→ TO DO: Please reproduce the data exactly, excluding any pictures it contains.

------------

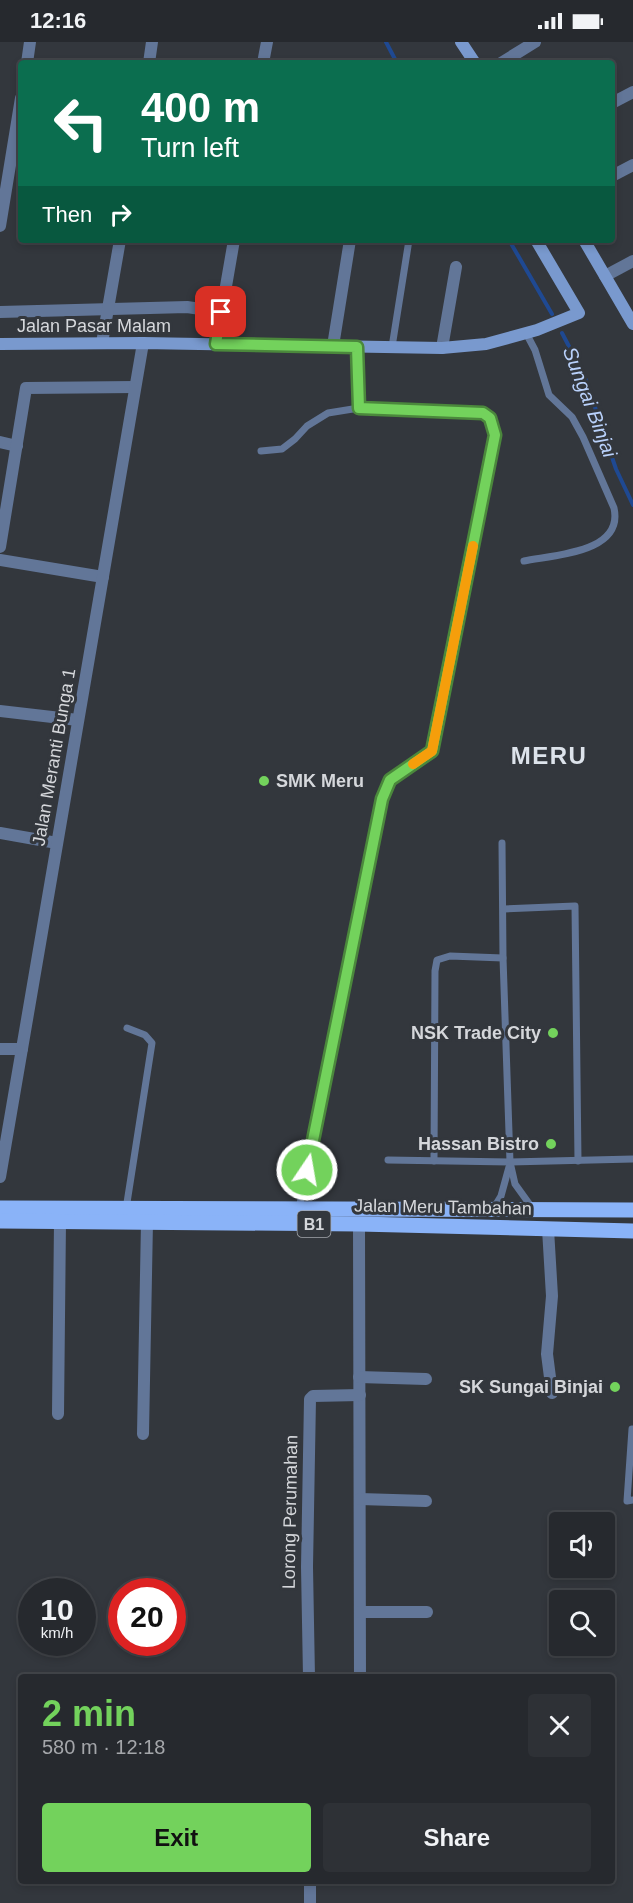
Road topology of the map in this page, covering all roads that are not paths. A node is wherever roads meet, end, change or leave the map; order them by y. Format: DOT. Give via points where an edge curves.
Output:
graph roads {
  1 [pos="30,42"];
  2 [pos="152,42"];
  3 [pos="267,42"];
  4 [pos="461,42"];
  5 [pos="535,42"];
  6 [pos="27,60"];
  7 [pos="149,60"];
  8 [pos="264,60"];
  9 [pos="473,60"];
  10 [pos="506,60"];
  11 [pos="633,92"];
  12 [pos="615,101"];
  13 [pos="18,116"];
  14 [pos="633,165"];
  15 [pos="615,174"];
  16 [pos="0,226"];
  17 [pos="119,243"];
  18 [pos="233,243"];
  19 [pos="350,243"];
  20 [pos="409,243"];
  21 [pos="538,243"];
  22 [pos="586,243"];
  23 [pos="633,261"];
  24 [pos="456,267"];
  25 [pos="605,276"];
  26 [pos="108,309"];
  27 [pos="0,312"];
  28 [pos="221,312"];
  29 [pos="633,324"];
  30 [pos="532,332"];
  31 [pos="102,343"];
  32 [pos="143,343"];
  33 [pos="0,344"];
  34 [pos="216,344"];
  35 [pos="333,346"];
  36 [pos="357,347"];
  37 [pos="392,347"];
  38 [pos="442,348"];
  39 [pos="135,387"];
  40 [pos="359,408"];
  41 [pos="0,442"];
  42 [pos="17,446"];
  43 [pos="261,451"];
  44 [pos="0,547"];
  45 [pos="0,560"];
  46 [pos="524,561"];
  47 [pos="103,577"];
  48 [pos="0,711"];
  49 [pos="78,720"];
  50 [pos="0,833"];
  51 [pos="57,843"];
  52 [pos="502,843"];
  53 [pos="504,909"];
  54 [pos="503,958"];
  55 [pos="127,1028"];
  56 [pos="0,1049"];
  57 [pos="22,1049"];
  58 [pos="633,1159"];
  59 [pos="388,1160"];
  60 [pos="434,1161"];
  61 [pos="578,1161"];
  62 [pos="510,1162"];
  63 [pos="1,1172"];
  64 [pos="0,1208"];
  65 [pos="126,1209"];
  66 [pos="299,1209"];
  67 [pos="493,1209"];
  68 [pos="533,1209"];
  69 [pos="633,1210"];
  70 [pos="0,1221"];
  71 [pos="60,1221"];
  72 [pos="147,1222"];
  73 [pos="359,1224"];
  74 [pos="548,1229"];
  75 [pos="633,1231"];
  76 [pos="359,1377"];
  77 [pos="426,1379"];
  78 [pos="552,1393"];
  79 [pos="360,1395"];
  80 [pos="57,1414"];
  81 [pos="632,1429"];
  82 [pos="143,1434"];
  83 [pos="360,1499"];
  84 [pos="633,1500"];
  85 [pos="426,1501"];
  86 [pos="360,1612"];
  87 [pos="427,1612"];
  88 [pos="309,1674"];
  89 [pos="360,1674"];
  90 [pos="310,1884"];
  91 [pos="310,1903"];
  1 -- 6 [label="street"];
  2 -- 7 [label="street"];
  3 -- 8 [label="street"];
  4 -- 9 [label="street"];
  5 -- 10 [label="street"];
  11 -- 12 [label="street"];
  13 -- 16 [label="street"];
  14 -- 15 [label="street"];
  17 -- 26 [label="street"];
  18 -- 28 [label="street"];
  19 -- 35 [label="street"];
  20 -- 37 [label="lane"];
  21 -- 30 [label="street, Jalan Pasar Malam" via="579,313"];
  22 -- 25 [label="street"];
  23 -- 25 [label="street"];
  24 -- 38 [label="street"];
  25 -- 29 [label="street"];
  26 -- 27 [label="street"];
  26 -- 28 [label="street" via="187,307"];
  26 -- 31 [label="street"];
  28 -- 34 [label="street"];
  30 -- 38 [label="street, Jalan Pasar Malam" via="486,345"];
  30 -- 46 [label="lane" via="549,395 570,413 583,437 614,508 615,519 602,542"];
  31 -- 32 [label="street, Jalan Pasar Malam"];
  31 -- 33 [label="street, Jalan Pasar Malam"];
  32 -- 34 [label="street, Jalan Pasar Malam"];
  32 -- 39 [label="street, Jalan Meranti Bunga 1"];
  34 -- 35 [label="street, Jalan Pasar Malam"];
  35 -- 36 [label="street, Jalan Pasar Malam"];
  36 -- 37 [label="street, Jalan Pasar Malam"];
  36 -- 40 [label="street"];
  37 -- 38 [label="street, Jalan Pasar Malam"];
  39 -- 42 [label="street" via="26,388"];
  39 -- 47 [label="street, Jalan Meranti Bunga 1"];
  40 -- 43 [label="lane" via="328,413 306,426 282,449"];
  40 -- 66 [label="lane" via="483,413 490,418 495,435 432,751 390,780 382,799"];
  41 -- 42 [label="street"];
  42 -- 44 [label="street"];
  45 -- 47 [label="street"];
  47 -- 49 [label="street, Jalan Meranti Bunga 1"];
  48 -- 49 [label="street"];
  49 -- 51 [label="street, Jalan Meranti Bunga 1"];
  50 -- 51 [label="street"];
  51 -- 57 [label="street, Jalan Meranti Bunga 1"];
  52 -- 53 [label="lane"];
  53 -- 54 [label="lane"];
  53 -- 61 [label="lane" via="575,906"];
  54 -- 60 [label="lane" via="450,956 437,960"];
  54 -- 62 [label="lane"];
  55 -- 65 [label="lane" via="145,1035 152,1043"];
  56 -- 57 [label="street"];
  57 -- 63 [label="street, Jalan Meranti Bunga 1"];
  58 -- 61 [label="lane"];
  59 -- 60 [label="lane"];
  60 -- 62 [label="lane"];
  61 -- 62 [label="lane"];
  62 -- 67 [label="lane" via="504,1189"];
  62 -- 68 [label="lane" via="515,1184"];
  64 -- 65 [label="main road, Jalan Meru Tambahan / B1"];
  65 -- 66 [label="main road, Jalan Meru Tambahan / B1"];
  66 -- 67 [label="main road, Jalan Meru Tambahan / B1"];
  67 -- 68 [label="main road, Jalan Meru Tambahan / B1"];
  68 -- 69 [label="main road, Jalan Meru Tambahan / B1"];
  70 -- 71 [label="main road, Jalan Meru Tambahan / B1"];
  71 -- 72 [label="main road, Jalan Meru Tambahan / B1"];
  71 -- 80 [label="street"];
  72 -- 73 [label="main road, Jalan Meru Tambahan / B1"];
  72 -- 82 [label="street"];
  73 -- 74 [label="main road, Jalan Meru Tambahan / B1"];
  73 -- 76 [label="street"];
  74 -- 75 [label="main road, Jalan Meru Tambahan / B1"];
  74 -- 78 [label="street" via="552,1296 547,1354"];
  76 -- 77 [label="street"];
  76 -- 79 [label="street"];
  79 -- 83 [label="street"];
  79 -- 88 [label="street, Lorong Perumahan" via="310,1399"];
  81 -- 84 [label="lane" via="627,1501"];
  83 -- 85 [label="street"];
  83 -- 86 [label="street"];
  86 -- 87 [label="street"];
  86 -- 89 [label="street"];
  90 -- 91 [label="street"];
}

------------

→ SOLUTION FOR THIS EXERCISE:
Road topology of the map in this page, covering all roads that are not paths. A node is wherever roads meet, end, change or leave the map; order them by y. Format: DOT. Give via points where an edge curves.
Output:
graph roads {
  1 [pos="30,42"];
  2 [pos="152,42"];
  3 [pos="267,42"];
  4 [pos="461,42"];
  5 [pos="535,42"];
  6 [pos="27,60"];
  7 [pos="149,60"];
  8 [pos="264,60"];
  9 [pos="473,60"];
  10 [pos="506,60"];
  11 [pos="633,92"];
  12 [pos="615,101"];
  13 [pos="18,116"];
  14 [pos="633,165"];
  15 [pos="615,174"];
  16 [pos="0,226"];
  17 [pos="119,243"];
  18 [pos="233,243"];
  19 [pos="350,243"];
  20 [pos="409,243"];
  21 [pos="538,243"];
  22 [pos="586,243"];
  23 [pos="633,261"];
  24 [pos="456,267"];
  25 [pos="605,276"];
  26 [pos="108,309"];
  27 [pos="0,312"];
  28 [pos="221,312"];
  29 [pos="633,324"];
  30 [pos="532,332"];
  31 [pos="102,343"];
  32 [pos="143,343"];
  33 [pos="0,344"];
  34 [pos="216,344"];
  35 [pos="333,346"];
  36 [pos="357,347"];
  37 [pos="392,347"];
  38 [pos="442,348"];
  39 [pos="135,387"];
  40 [pos="359,408"];
  41 [pos="0,442"];
  42 [pos="17,446"];
  43 [pos="261,451"];
  44 [pos="0,547"];
  45 [pos="0,560"];
  46 [pos="524,561"];
  47 [pos="103,577"];
  48 [pos="0,711"];
  49 [pos="78,720"];
  50 [pos="0,833"];
  51 [pos="57,843"];
  52 [pos="502,843"];
  53 [pos="504,909"];
  54 [pos="503,958"];
  55 [pos="127,1028"];
  56 [pos="0,1049"];
  57 [pos="22,1049"];
  58 [pos="633,1159"];
  59 [pos="388,1160"];
  60 [pos="434,1161"];
  61 [pos="578,1161"];
  62 [pos="510,1162"];
  63 [pos="1,1172"];
  64 [pos="0,1208"];
  65 [pos="126,1209"];
  66 [pos="299,1209"];
  67 [pos="493,1209"];
  68 [pos="533,1209"];
  69 [pos="633,1210"];
  70 [pos="0,1221"];
  71 [pos="60,1221"];
  72 [pos="147,1222"];
  73 [pos="359,1224"];
  74 [pos="548,1229"];
  75 [pos="633,1231"];
  76 [pos="359,1377"];
  77 [pos="426,1379"];
  78 [pos="552,1393"];
  79 [pos="360,1395"];
  80 [pos="57,1414"];
  81 [pos="632,1429"];
  82 [pos="143,1434"];
  83 [pos="360,1499"];
  84 [pos="633,1500"];
  85 [pos="426,1501"];
  86 [pos="360,1612"];
  87 [pos="427,1612"];
  88 [pos="309,1674"];
  89 [pos="360,1674"];
  90 [pos="310,1884"];
  91 [pos="310,1903"];
  1 -- 6 [label="street"];
  2 -- 7 [label="street"];
  3 -- 8 [label="street"];
  4 -- 9 [label="street"];
  5 -- 10 [label="street"];
  11 -- 12 [label="street"];
  13 -- 16 [label="street"];
  14 -- 15 [label="street"];
  17 -- 26 [label="street"];
  18 -- 28 [label="street"];
  19 -- 35 [label="street"];
  20 -- 37 [label="lane"];
  21 -- 30 [label="street, Jalan Pasar Malam" via="579,313"];
  22 -- 25 [label="street"];
  23 -- 25 [label="street"];
  24 -- 38 [label="street"];
  25 -- 29 [label="street"];
  26 -- 27 [label="street"];
  26 -- 28 [label="street" via="187,307"];
  26 -- 31 [label="street"];
  28 -- 34 [label="street"];
  30 -- 38 [label="street, Jalan Pasar Malam" via="486,345"];
  30 -- 46 [label="lane" via="549,395 570,413 583,437 614,508 615,519 602,542"];
  31 -- 32 [label="street, Jalan Pasar Malam"];
  31 -- 33 [label="street, Jalan Pasar Malam"];
  32 -- 34 [label="street, Jalan Pasar Malam"];
  32 -- 39 [label="street, Jalan Meranti Bunga 1"];
  34 -- 35 [label="street, Jalan Pasar Malam"];
  35 -- 36 [label="street, Jalan Pasar Malam"];
  36 -- 37 [label="street, Jalan Pasar Malam"];
  36 -- 40 [label="street"];
  37 -- 38 [label="street, Jalan Pasar Malam"];
  39 -- 42 [label="street" via="26,388"];
  39 -- 47 [label="street, Jalan Meranti Bunga 1"];
  40 -- 43 [label="lane" via="328,413 306,426 282,449"];
  40 -- 66 [label="lane" via="483,413 490,418 495,435 432,751 390,780 382,799"];
  41 -- 42 [label="street"];
  42 -- 44 [label="street"];
  45 -- 47 [label="street"];
  47 -- 49 [label="street, Jalan Meranti Bunga 1"];
  48 -- 49 [label="street"];
  49 -- 51 [label="street, Jalan Meranti Bunga 1"];
  50 -- 51 [label="street"];
  51 -- 57 [label="street, Jalan Meranti Bunga 1"];
  52 -- 53 [label="lane"];
  53 -- 54 [label="lane"];
  53 -- 61 [label="lane" via="575,906"];
  54 -- 60 [label="lane" via="450,956 437,960"];
  54 -- 62 [label="lane"];
  55 -- 65 [label="lane" via="145,1035 152,1043"];
  56 -- 57 [label="street"];
  57 -- 63 [label="street, Jalan Meranti Bunga 1"];
  58 -- 61 [label="lane"];
  59 -- 60 [label="lane"];
  60 -- 62 [label="lane"];
  61 -- 62 [label="lane"];
  62 -- 67 [label="lane" via="504,1189"];
  62 -- 68 [label="lane" via="515,1184"];
  64 -- 65 [label="main road, Jalan Meru Tambahan / B1"];
  65 -- 66 [label="main road, Jalan Meru Tambahan / B1"];
  66 -- 67 [label="main road, Jalan Meru Tambahan / B1"];
  67 -- 68 [label="main road, Jalan Meru Tambahan / B1"];
  68 -- 69 [label="main road, Jalan Meru Tambahan / B1"];
  70 -- 71 [label="main road, Jalan Meru Tambahan / B1"];
  71 -- 72 [label="main road, Jalan Meru Tambahan / B1"];
  71 -- 80 [label="street"];
  72 -- 73 [label="main road, Jalan Meru Tambahan / B1"];
  72 -- 82 [label="street"];
  73 -- 74 [label="main road, Jalan Meru Tambahan / B1"];
  73 -- 76 [label="street"];
  74 -- 75 [label="main road, Jalan Meru Tambahan / B1"];
  74 -- 78 [label="street" via="552,1296 547,1354"];
  76 -- 77 [label="street"];
  76 -- 79 [label="street"];
  79 -- 83 [label="street"];
  79 -- 88 [label="street, Lorong Perumahan" via="310,1399"];
  81 -- 84 [label="lane" via="627,1501"];
  83 -- 85 [label="street"];
  83 -- 86 [label="street"];
  86 -- 87 [label="street"];
  86 -- 89 [label="street"];
  90 -- 91 [label="street"];
}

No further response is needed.